■ **Action item**:
Read the lines below and count those that have the word "dead". Respond with the number only.

■ **Dataset records**:
# # # # # # #
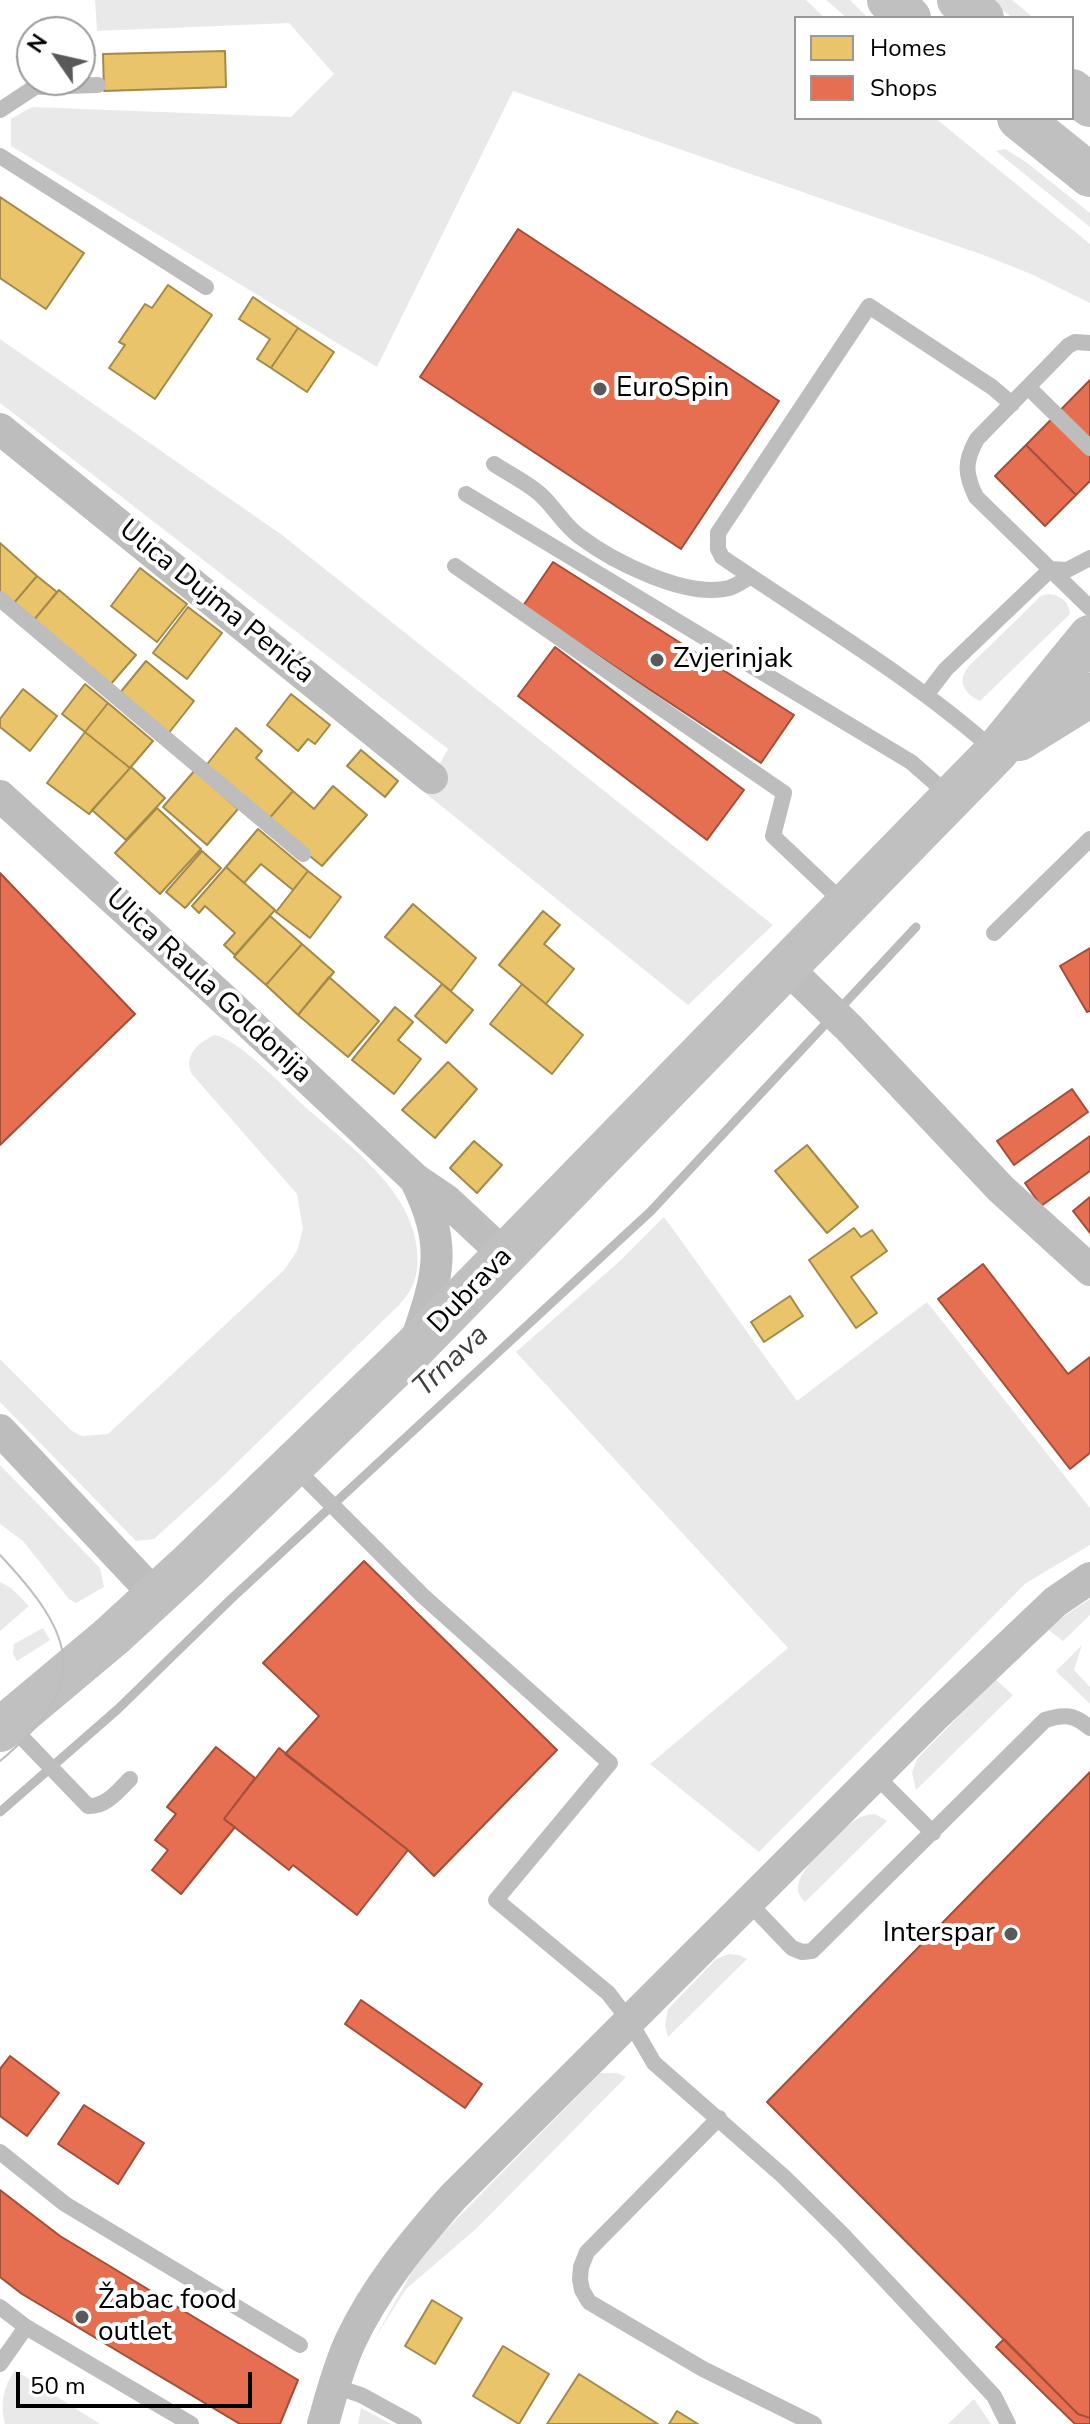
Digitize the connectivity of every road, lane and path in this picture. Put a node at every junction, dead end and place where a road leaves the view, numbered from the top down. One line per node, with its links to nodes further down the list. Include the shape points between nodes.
1 (889, 0): 3 (main road)
2 (959, 0): 4 (main road)
3 (907, 16)
4 (979, 16)
5 (98, 85): 8 (lane, via 35,87)
6 (1074, 93): 7 (main road)
7 (1090, 105)
8 (0, 110)
9 (1021, 120): 11 (main road)
10 (0, 156): 12 (lane)
11 (1090, 175)
12 (206, 287)
13 (1090, 343): 14 (lane, via 1068,346)
14 (1028, 387): 15 (lane); 17 (lane)
15 (1012, 404): 22 (lane, via 977,439 968,479 976,497); 23 (lane, via 869,306 718,533 722,557)
16 (0, 429): 30 (street, Ulica Dujma Penića)
17 (1090, 448)
18 (494, 464): 23 (lane, via 541,495 578,536 651,576 699,589 728,588)
19 (466, 494): 32 (lane, via 911,762)
20 (1090, 558): 22 (lane, via 1067,570)
21 (455, 566): 35 (lane, via 784,793 773,836)
22 (1051, 569): 25 (lane); 27 (lane, via 946,669)
23 (751, 577): 27 (lane)
24 (0, 599): 34 (lane)
25 (1090, 608)
26 (1090, 637): 29 (main road)
27 (926, 695): 29 (lane)
28 (1090, 695): 29 (main road)
29 (996, 752): 32 (main road, Dubrava)
30 (432, 778)
31 (0, 796): 38 (street, Ulica Raula Goldonija)
32 (952, 798): 35 (main road, Dubrava)
33 (1090, 839): 36 (lane)
34 (303, 854)
35 (847, 906): 37 (main road, Dubrava)
36 (994, 933)
37 (786, 967): 39 (main road, Dubrava); 40 (street, via 1001,1189)
38 (415, 1179): 39 (street, Ulica Raula Goldonija); 41 (street, Ulica Raula Goldonija, via 435,1227 437,1264)
39 (505, 1255): 41 (main road, Dubrava)
40 (1090, 1270)
41 (413, 1349): 43 (main road, Dubrava)
42 (0, 1430): 45 (street)
43 (293, 1465): 45 (main road, Dubrava); 52 (lane, via 423,1596 610,1763 496,1900 608,1993)
44 (1090, 1578): 48 (street, via 1039,1616)
45 (156, 1596): 46 (main road, Dubrava)
46 (4, 1727): 49 (lane, via 88,1806 98,1806)
47 (1090, 1728): 50 (lane, via 1062,1714 1045,1720)
48 (876, 1776): 50 (lane); 51 (street)
49 (130, 1779)
50 (933, 1833): 51 (lane, via 812,1951 792,1948)
51 (748, 1902): 52 (street)
52 (629, 2020): 53 (lane, via 654,2063); 59 (street, via 493,2153 415,2240 366,2311)
53 (719, 2118): 63 (lane, via 587,2252 582,2290 606,2313); 64 (lane, via 901,2296 994,2396)
54 (0, 2152): 57 (lane, via 65,2204)
55 (0, 2307): 56 (lane)
56 (26, 2327): 58 (lane); 60 (lane)
57 (300, 2345)
58 (0, 2364)
59 (334, 2386): 61 (street); 62 (lane)
60 (191, 2424)
61 (323, 2424)
62 (414, 2424)
63 (814, 2424)
64 (1008, 2424)

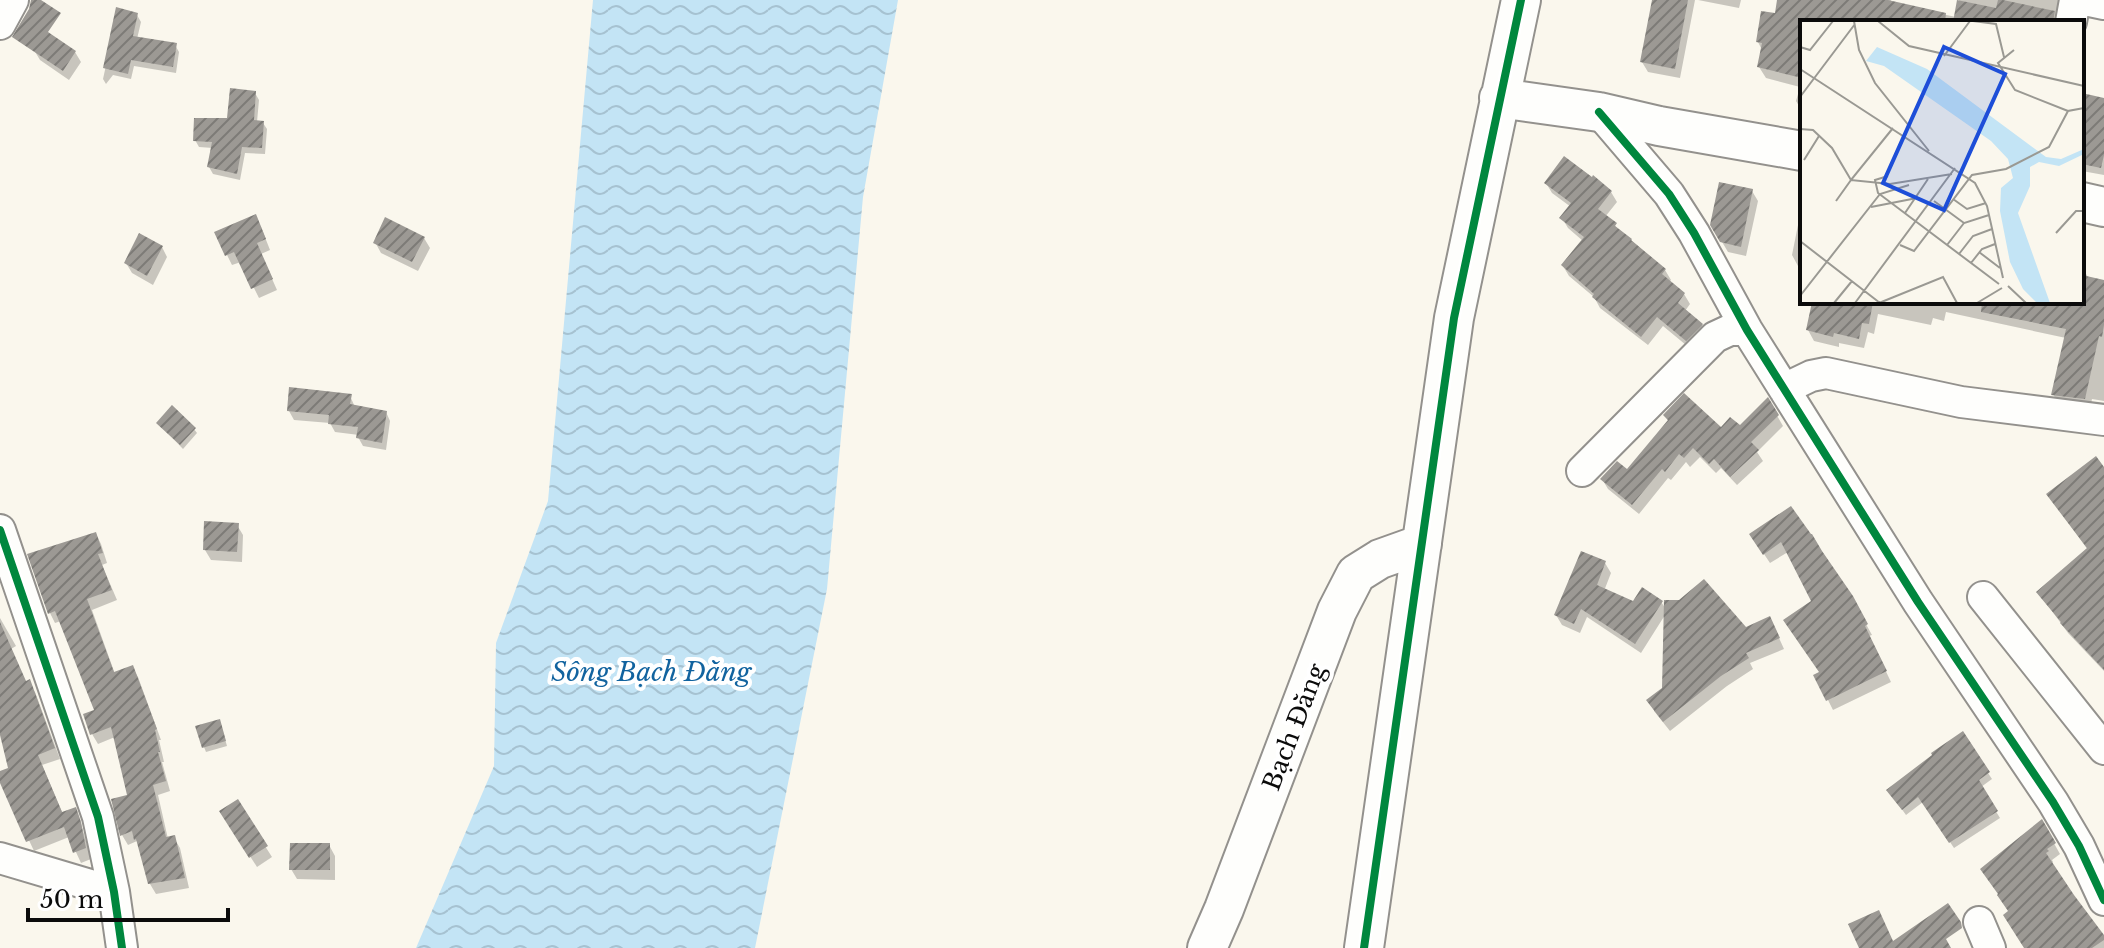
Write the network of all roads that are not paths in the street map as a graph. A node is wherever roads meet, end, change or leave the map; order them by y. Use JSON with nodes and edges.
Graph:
{"nodes":[{"id":1,"x":13,"y":0,"type":"edge"},
{"id":2,"x":1521,"y":0,"type":"edge"},
{"id":3,"x":2075,"y":0,"type":"edge"},
{"id":4,"x":2085,"y":0,"type":"edge"},
{"id":5,"x":2104,"y":4,"type":"edge"},
{"id":6,"x":2071,"y":20,"type":"edge"},
{"id":7,"x":0,"y":24,"type":"edge"},
{"id":8,"x":1499,"y":98,"type":"junction"},
{"id":9,"x":1599,"y":112,"type":"junction"},
{"id":10,"x":1800,"y":151,"type":"edge"},
{"id":11,"x":2084,"y":202,"type":"edge"},
{"id":12,"x":2104,"y":207,"type":"edge"},
{"id":13,"x":1747,"y":330,"type":"junction"},
{"id":14,"x":1784,"y":389,"type":"junction"},
{"id":15,"x":2103,"y":421,"type":"edge"},
{"id":16,"x":1582,"y":471,"type":"dead end"},
{"id":17,"x":0,"y":530,"type":"edge"},
{"id":18,"x":1422,"y":544,"type":"junction"},
{"id":19,"x":1983,"y":597,"type":"dead end"},
{"id":20,"x":2104,"y":749,"type":"edge"},
{"id":21,"x":0,"y":858,"type":"edge"},
{"id":22,"x":114,"y":892,"type":"junction"},
{"id":23,"x":2104,"y":900,"type":"edge"},
{"id":24,"x":122,"y":948,"type":"edge"},
{"id":25,"x":1207,"y":948,"type":"edge"},
{"id":26,"x":1364,"y":948,"type":"edge"}],
"edges":[{"from":1,"to":7,"type":"street"},
{"from":2,"to":8,"type":"street"},
{"from":3,"to":6,"type":"street"},
{"from":4,"to":5,"type":"street"},
{"from":8,"to":9,"type":"street"},
{"from":8,"to":18,"type":"street"},
{"from":9,"to":10,"type":"street"},
{"from":9,"to":13,"type":"street"},
{"from":11,"to":12,"type":"street"},
{"from":13,"to":14,"type":"street"},
{"from":13,"to":16,"type":"street"},
{"from":14,"to":15,"type":"street"},
{"from":14,"to":23,"type":"street"},
{"from":17,"to":22,"type":"street"},
{"from":18,"to":25,"type":"street","name":"Bạch Đằng"},
{"from":18,"to":26,"type":"street"},
{"from":19,"to":20,"type":"street"},
{"from":21,"to":22,"type":"street"},
{"from":22,"to":24,"type":"street"}]}
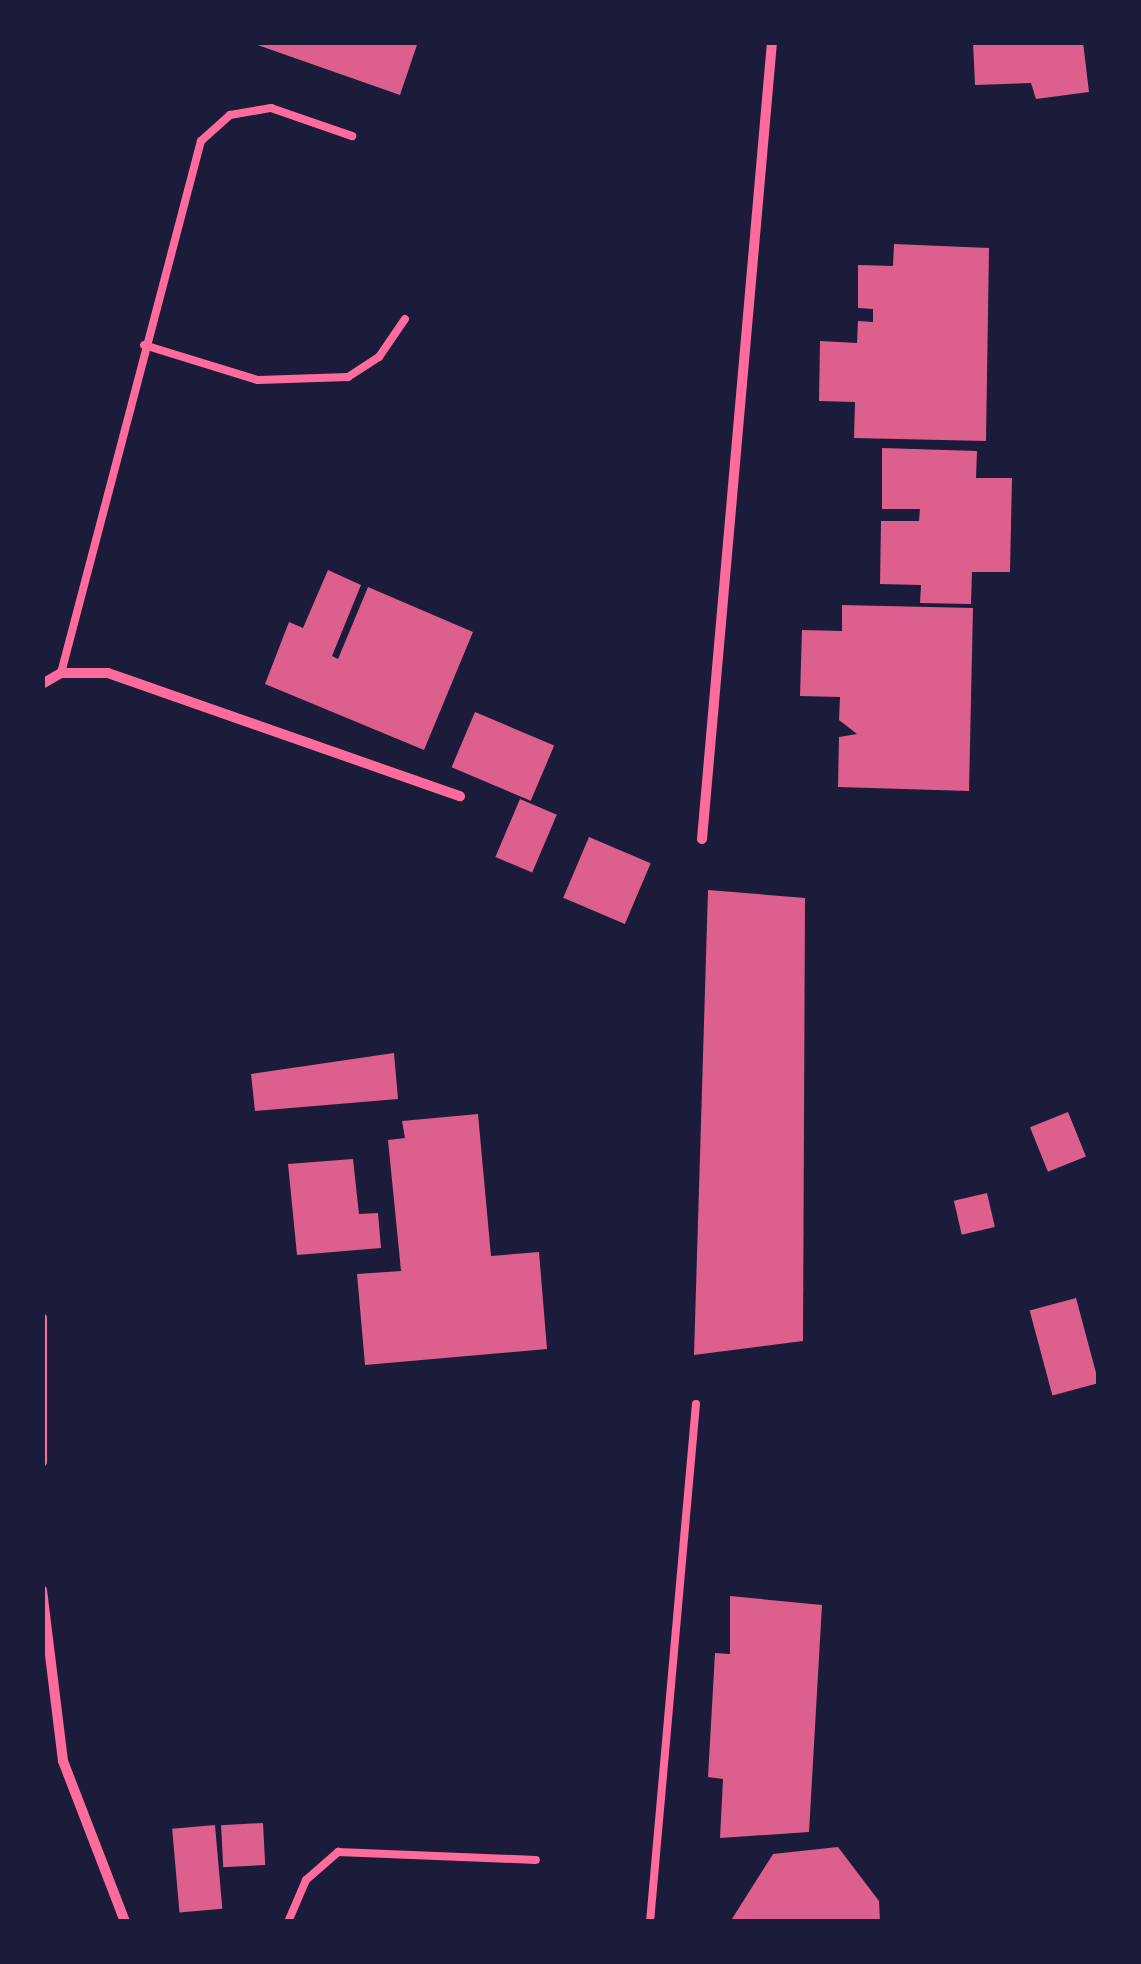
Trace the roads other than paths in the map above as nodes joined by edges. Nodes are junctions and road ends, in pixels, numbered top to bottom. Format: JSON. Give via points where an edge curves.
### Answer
{"nodes":[{"id":1,"x":772,"y":42,"type":"edge"},
{"id":2,"x":352,"y":136,"type":"dead end"},
{"id":3,"x":405,"y":319,"type":"dead end"},
{"id":4,"x":144,"y":346,"type":"junction"},
{"id":5,"x":61,"y":673,"type":"junction"},
{"id":6,"x":42,"y":684,"type":"edge"},
{"id":7,"x":460,"y":796,"type":"dead end"},
{"id":8,"x":702,"y":839,"type":"dead end"},
{"id":9,"x":42,"y":1318,"type":"edge"},
{"id":10,"x":696,"y":1404,"type":"dead end"},
{"id":11,"x":42,"y":1462,"type":"edge"},
{"id":12,"x":42,"y":1590,"type":"edge"},
{"id":13,"x":536,"y":1860,"type":"dead end"},
{"id":14,"x":126,"y":1922,"type":"edge"},
{"id":15,"x":288,"y":1922,"type":"edge"},
{"id":16,"x":650,"y":1922,"type":"edge"}],
"edges":[{"from":1,"to":8,"type":"street"},
{"from":2,"to":4,"type":"lane","via":[[271,108],[230,115],[200,141]]},
{"from":3,"to":4,"type":"lane","via":[[379,357],[348,377],[258,380]]},
{"from":4,"to":5,"type":"lane"},
{"from":5,"to":6,"type":"street"},
{"from":5,"to":7,"type":"street","via":[[108,672]]},
{"from":9,"to":11,"type":"street"},
{"from":10,"to":16,"type":"lane"},
{"from":12,"to":14,"type":"street","via":[[63,1761]]},
{"from":13,"to":15,"type":"lane","via":[[338,1852],[306,1880]]}]}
# # # # # # #
■ **Answer box**:
9